"Robotic household appliances" that free people from doing housework, "Work assist systems" for natural customer interaction, "Automated driving systems" to realize a safe mobile environment: Panasonic is conducting research to develop artificial intelligence (AI) technology that will assist people in a range of fields. An example of this is "Pedestrian Detection Technology based on Deep Learning," which aims to assist the human eye by utilizing Panasonic' s accumulated expertise in imaging technology.
Replacing the Human Eye
One of the key functions required to realize automated driving is the ability to detect pedestrians and obstacles that may pose a danger while the car is moving. Panasonic is utilizing Deep Learning, which automatically learns the features and patterns of a huge volume of data (over several hundred thousand files) and then recognizes and categorizes them, to newly develop High-Precision Pedestrian Detection Technology. This will enable the detection of pedestrians, even if they are partly obscured. Moreover, this developed technology uses an original algorithm that reduces the number of calculation and processing steps, which will enable real-time pedestrian detection.
Problems with Existing Pedestrian Detection Techniques
Up to now, mainstream pedestrian detection methods have relied on camera images. This involves using existing image recognition technology to identify regions on the screen with images that appear to be pedestrians (the pedestrian detection candidate region). An algorithm then repeatedly carries out successive detection processing on these identified regions using Deep Learning.
Flowchart for Existing Pedestrian Detection Algorithm
However, this type of algorithm has the following drawbacks.
- If there are numerous pedestrians detected on the screen, there will be an equivalent large number of potential pedestrian detection regions. This requires the same amount of repeated identification processing later on during the pedestrian detection processing stage. These necessary calculations take time to complete.
- If there are any regions left out in the initial stage of image recognition to identify potential pedestrian detection regions, the pedestrian detection process may not function properly later on.
- Extending the range of objects for potential detection beyond just pedestrians requires redesigning, for each object, the amount of pedestrian-like features to permit identification using image recognition.
Detecting 'Pedestrian-Likeness' by Single Identification Processing
Panasonic' s newly developed technology features our own algorithm that can calculate pedestrian-likeness by carrying out identification processing only once for each image. The key to this is a new algorithm that uses Deep Learning to plot a likelihood map (a probability distribution map that distinguishes pedestrians from other general scenery) for displaying pedestrian-likeness in each image region.

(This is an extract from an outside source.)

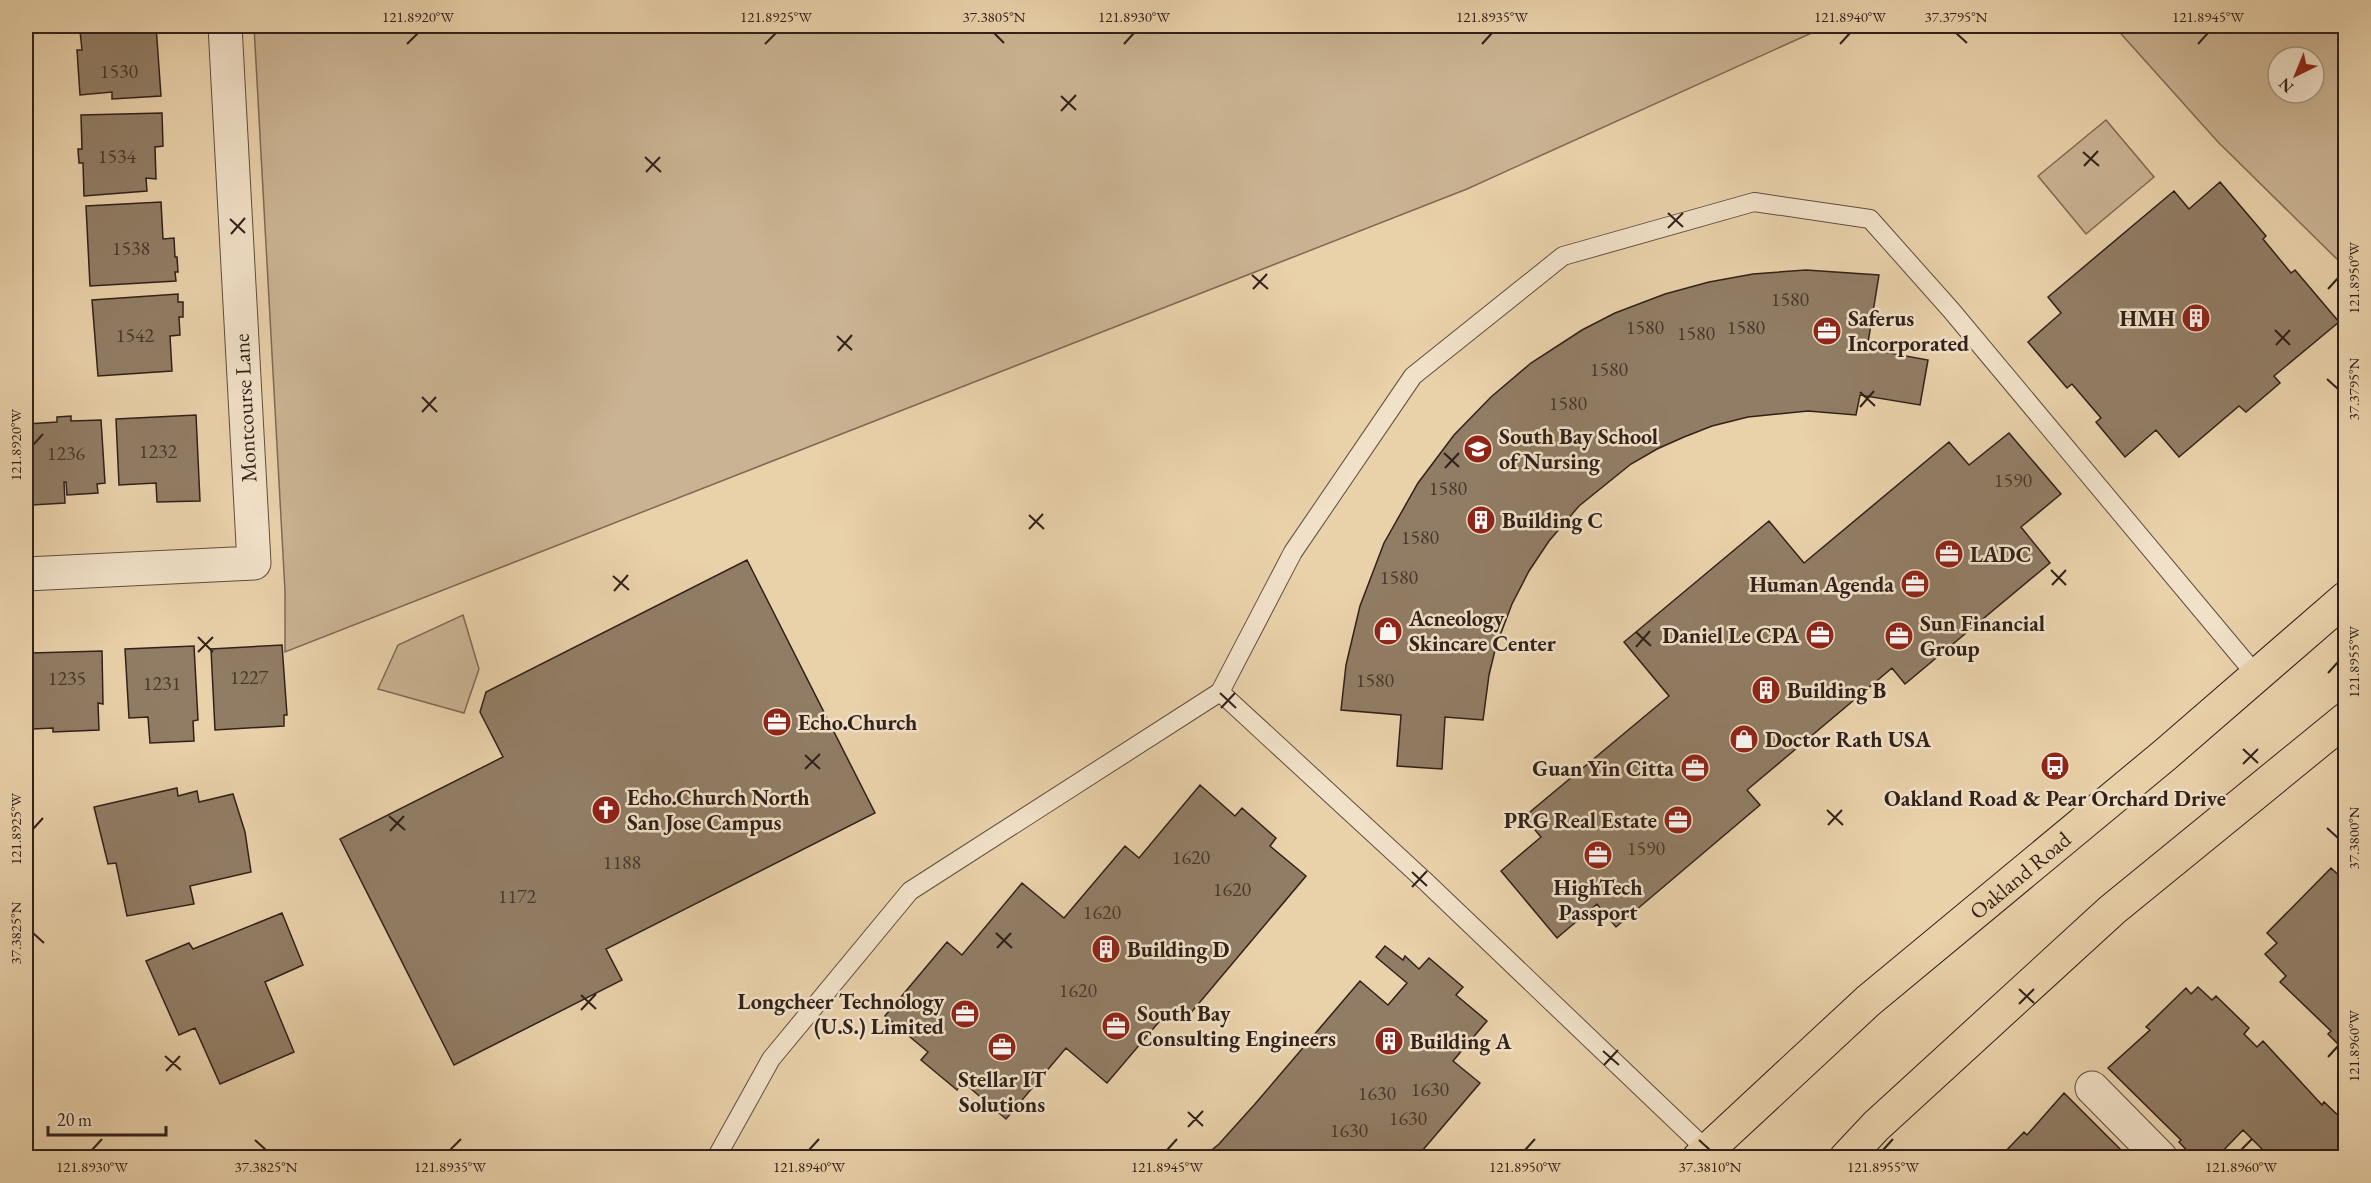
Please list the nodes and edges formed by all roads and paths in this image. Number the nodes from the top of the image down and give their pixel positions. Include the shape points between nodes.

Using this algorithm, and based on the plotted likelihood map, it is possible to reliably detect pedestrians in various postures and situations, such as when using an umbrella.
Flowchart Showing our Developed Pedestrian Detection Algorithm
Possibilities for Expanding the Range of Detectable Objects
The newly developed algorithm also makes it possible to easily expand the range of detectable objects to beyond pedestrians. Using image regions based on Deep Learning, only a single image is required to carry out identification processing for creating a likelihood map. This eliminates the need for a massive increase in the number of calculations, and makes it possible to add other non-pedestrian objects for identification processing, such as cars, roads and signs.